Each entry below must be repeated exactly, with pictures left out.
(RECORDS Opens)
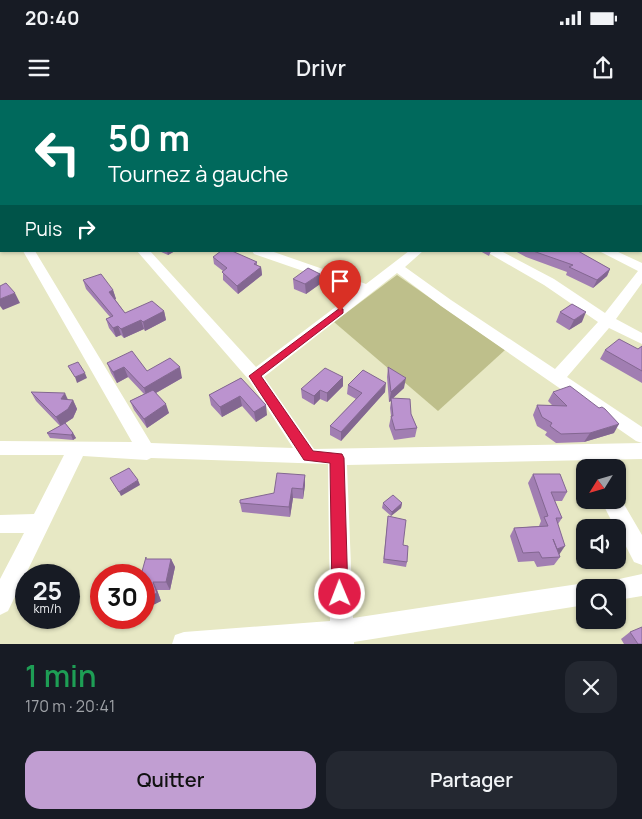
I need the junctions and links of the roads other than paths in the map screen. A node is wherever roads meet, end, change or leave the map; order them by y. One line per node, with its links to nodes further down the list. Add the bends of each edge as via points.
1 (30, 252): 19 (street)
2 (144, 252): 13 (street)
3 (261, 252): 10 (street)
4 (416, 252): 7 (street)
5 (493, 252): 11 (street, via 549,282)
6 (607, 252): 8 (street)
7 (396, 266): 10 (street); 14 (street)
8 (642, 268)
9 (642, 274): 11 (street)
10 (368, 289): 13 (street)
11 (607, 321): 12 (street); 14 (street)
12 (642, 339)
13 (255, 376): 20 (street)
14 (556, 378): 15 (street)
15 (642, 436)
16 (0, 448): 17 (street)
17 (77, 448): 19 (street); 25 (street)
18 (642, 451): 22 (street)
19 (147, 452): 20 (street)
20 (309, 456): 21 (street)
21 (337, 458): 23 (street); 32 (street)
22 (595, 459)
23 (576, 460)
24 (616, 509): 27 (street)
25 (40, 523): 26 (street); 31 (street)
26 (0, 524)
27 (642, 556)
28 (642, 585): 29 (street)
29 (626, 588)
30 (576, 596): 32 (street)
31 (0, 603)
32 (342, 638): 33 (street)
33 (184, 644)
(RECORDS Closes)
* _RESULT OF THIS EXERCISE_
I need the junctions and links of the roads other than paths in the map screen. A node is wherever roads meet, end, change or leave the map; order them by y. One line per node, with its links to nodes further down the list. Add the bends of each edge as via points.
1 (30, 252): 19 (street)
2 (144, 252): 13 (street)
3 (261, 252): 10 (street)
4 (416, 252): 7 (street)
5 (493, 252): 11 (street, via 549,282)
6 (607, 252): 8 (street)
7 (396, 266): 10 (street); 14 (street)
8 (642, 268)
9 (642, 274): 11 (street)
10 (368, 289): 13 (street)
11 (607, 321): 12 (street); 14 (street)
12 (642, 339)
13 (255, 376): 20 (street)
14 (556, 378): 15 (street)
15 (642, 436)
16 (0, 448): 17 (street)
17 (77, 448): 19 (street); 25 (street)
18 (642, 451): 22 (street)
19 (147, 452): 20 (street)
20 (309, 456): 21 (street)
21 (337, 458): 23 (street); 32 (street)
22 (595, 459)
23 (576, 460)
24 (616, 509): 27 (street)
25 (40, 523): 26 (street); 31 (street)
26 (0, 524)
27 (642, 556)
28 (642, 585): 29 (street)
29 (626, 588)
30 (576, 596): 32 (street)
31 (0, 603)
32 (342, 638): 33 (street)
33 (184, 644)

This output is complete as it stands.